I've got to totally disagree with you here. I don't see the whole point of a sandbox game being "freedom to move around", perhaps if you had said, "freedom to attempt to move around", but in any case I think you are off in the idea that level 1 characters should be able to walk anywhere. I see the sandbox approach as a means to aid immersion, it says I can walk in any direction I choose. There are no walls, no mystical owls ushering me from one land to the next. And ES has always delivered that, but in each region of the map there should be the safer main roads and beginner quests; then more challenging places or quests that any player paying the least bit of attention will know are harder b/c of that the NPCs are telling you or b/c the landscape is covered in skeletons or all those other clues the designers put in to tell players danger is around.

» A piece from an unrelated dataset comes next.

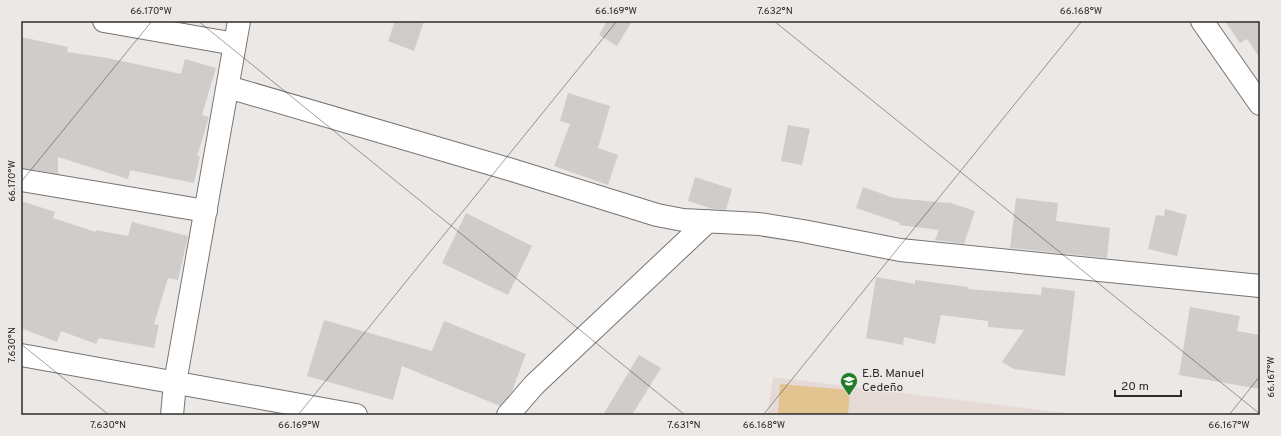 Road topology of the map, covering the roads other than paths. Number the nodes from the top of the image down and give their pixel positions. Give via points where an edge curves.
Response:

So like I said, I see the open world approach mostly about immersion and player freedom. If a level 1 character decideds to blindly wander mystical dragon infested war torn nation, they yes they should have a significant chance of getting killed in a dozen different ways, but
Developers aren't stupid, even in sandbox games they limit the harder baddies be being in certain caves with lots of skeletons at the top, or past valleys with mid-level creatures in them what will make the lower level characters stop and turn back.